Determine the number of lines in the data that contain "SATURNO", and write only that number.

BEGIN

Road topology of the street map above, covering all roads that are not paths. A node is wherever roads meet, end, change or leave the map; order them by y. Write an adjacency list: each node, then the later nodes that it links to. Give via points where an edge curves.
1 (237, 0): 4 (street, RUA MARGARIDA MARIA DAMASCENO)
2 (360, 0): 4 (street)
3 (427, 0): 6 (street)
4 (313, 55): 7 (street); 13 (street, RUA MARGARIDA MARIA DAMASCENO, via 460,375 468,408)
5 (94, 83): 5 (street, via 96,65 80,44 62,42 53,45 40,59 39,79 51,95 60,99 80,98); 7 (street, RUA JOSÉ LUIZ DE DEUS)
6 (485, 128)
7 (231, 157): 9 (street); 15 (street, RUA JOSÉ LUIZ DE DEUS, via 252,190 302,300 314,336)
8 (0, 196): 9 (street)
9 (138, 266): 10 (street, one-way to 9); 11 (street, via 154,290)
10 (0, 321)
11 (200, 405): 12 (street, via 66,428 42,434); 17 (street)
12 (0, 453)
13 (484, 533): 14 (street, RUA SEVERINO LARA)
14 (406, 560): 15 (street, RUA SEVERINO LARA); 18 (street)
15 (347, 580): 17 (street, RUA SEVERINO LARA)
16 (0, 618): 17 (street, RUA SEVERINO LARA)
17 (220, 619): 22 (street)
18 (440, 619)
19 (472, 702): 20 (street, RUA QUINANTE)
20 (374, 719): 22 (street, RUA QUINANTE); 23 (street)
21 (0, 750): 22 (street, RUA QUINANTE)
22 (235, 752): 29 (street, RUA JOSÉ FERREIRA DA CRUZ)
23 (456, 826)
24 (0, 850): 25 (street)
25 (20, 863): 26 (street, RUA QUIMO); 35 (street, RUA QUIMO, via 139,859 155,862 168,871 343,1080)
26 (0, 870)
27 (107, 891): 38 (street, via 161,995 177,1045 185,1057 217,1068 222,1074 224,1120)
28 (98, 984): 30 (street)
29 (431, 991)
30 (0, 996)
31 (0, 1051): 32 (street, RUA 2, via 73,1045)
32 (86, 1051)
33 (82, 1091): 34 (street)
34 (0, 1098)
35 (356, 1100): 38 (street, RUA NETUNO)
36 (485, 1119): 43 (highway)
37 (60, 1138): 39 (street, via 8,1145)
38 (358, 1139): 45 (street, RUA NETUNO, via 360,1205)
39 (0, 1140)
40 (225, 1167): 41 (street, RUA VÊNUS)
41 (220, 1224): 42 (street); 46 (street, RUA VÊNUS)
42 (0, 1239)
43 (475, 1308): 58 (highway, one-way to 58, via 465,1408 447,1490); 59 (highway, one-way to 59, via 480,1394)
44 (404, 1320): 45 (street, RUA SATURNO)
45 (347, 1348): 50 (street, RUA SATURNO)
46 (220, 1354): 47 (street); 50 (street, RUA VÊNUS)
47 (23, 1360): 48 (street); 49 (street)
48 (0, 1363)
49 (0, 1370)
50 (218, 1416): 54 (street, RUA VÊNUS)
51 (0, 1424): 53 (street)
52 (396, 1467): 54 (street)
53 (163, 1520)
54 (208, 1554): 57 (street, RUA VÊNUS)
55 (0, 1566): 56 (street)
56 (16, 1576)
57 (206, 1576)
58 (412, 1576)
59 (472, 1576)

END

Result: 2